Sir Stephen Lushington, 1st Baronet (17 June 1744 – 12 January 1807), of South Hill Park in Easthampstead, Berkshire, was an English Member of Parliament and Chairman of the East India Company.
Lushington was the third son of the Reverend Henry Lushington, vicar of Eastbourne.
From 1782 he was a director of the East India Company, and supported the reforms of the company being proposed by Charles James Fox; these would have brought the company under the control of a board of commissioners appointed by Parliament, and it was intended that Lushington should be one of the assistant commissioners.
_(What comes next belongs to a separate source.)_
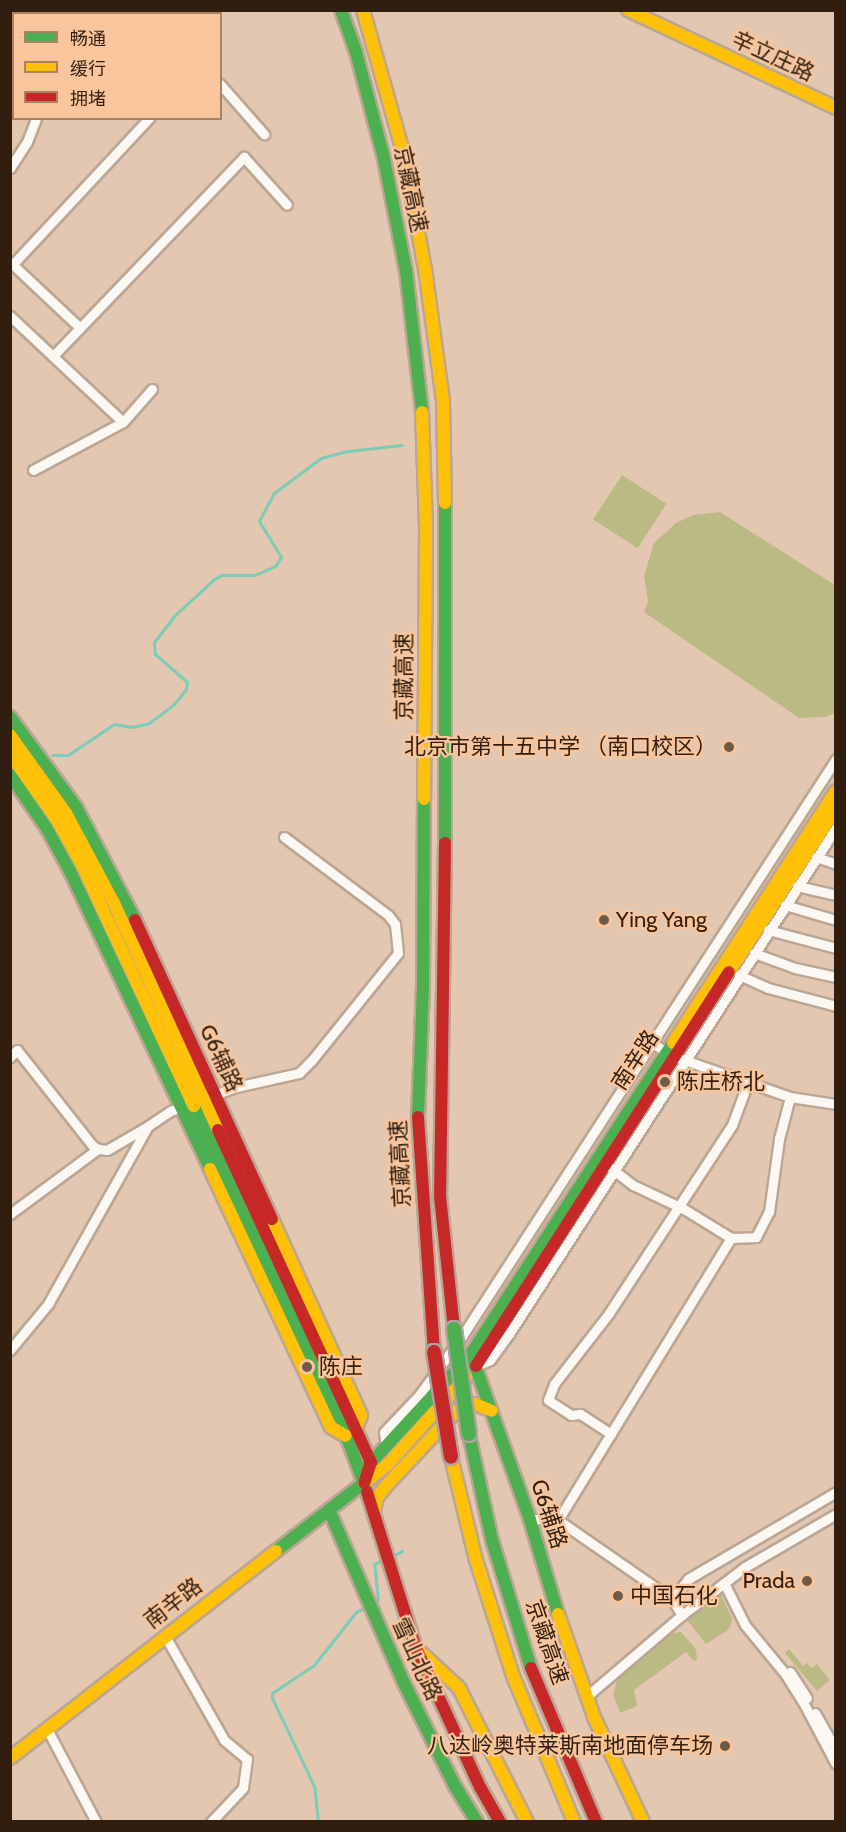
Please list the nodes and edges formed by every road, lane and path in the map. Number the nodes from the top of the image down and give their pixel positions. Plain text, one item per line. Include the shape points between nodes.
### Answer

In 1783, as Fox prepared to introduce his India Bill in the House of Commons, Christopher Atkinson, one of the MPs for Hedon in Yorkshire, was convicted of fraud and would therefore be expelled from the House. Hedon was a rotten borough where the Foxites could expect their candidate to be elected, and Lushington's name was put forward by Prime Minister Portland to fill the vacancy.
Atkinson was formally expelled from the Commons on 4 December 1783, and a writ for the by-election was issued. However, the following day the Commons amended the East India Bill to make the assistant commissioners ineligible to sit in Parliament. This forced Lushington to choose between an assistant commissionership and a seat in Parliament and, knowing that the majority of the East India directors opposed Fox's bill he decided the latter was preferable. On 15 December he was elected unopposed for Hedon, but on the same day the House of Lords unexpectedly defeated Fox's India bill and the government fell.
Lushington spoke in opposition to the East India bill proposed by the new government under Pitt the Younger, which placed control of the Company in the hands of a board appointed by the Crown rather than by Parliament. In the general election of 1784 he was a candidate at Hastings, rather than defending his seat at Hedon, but was defeated.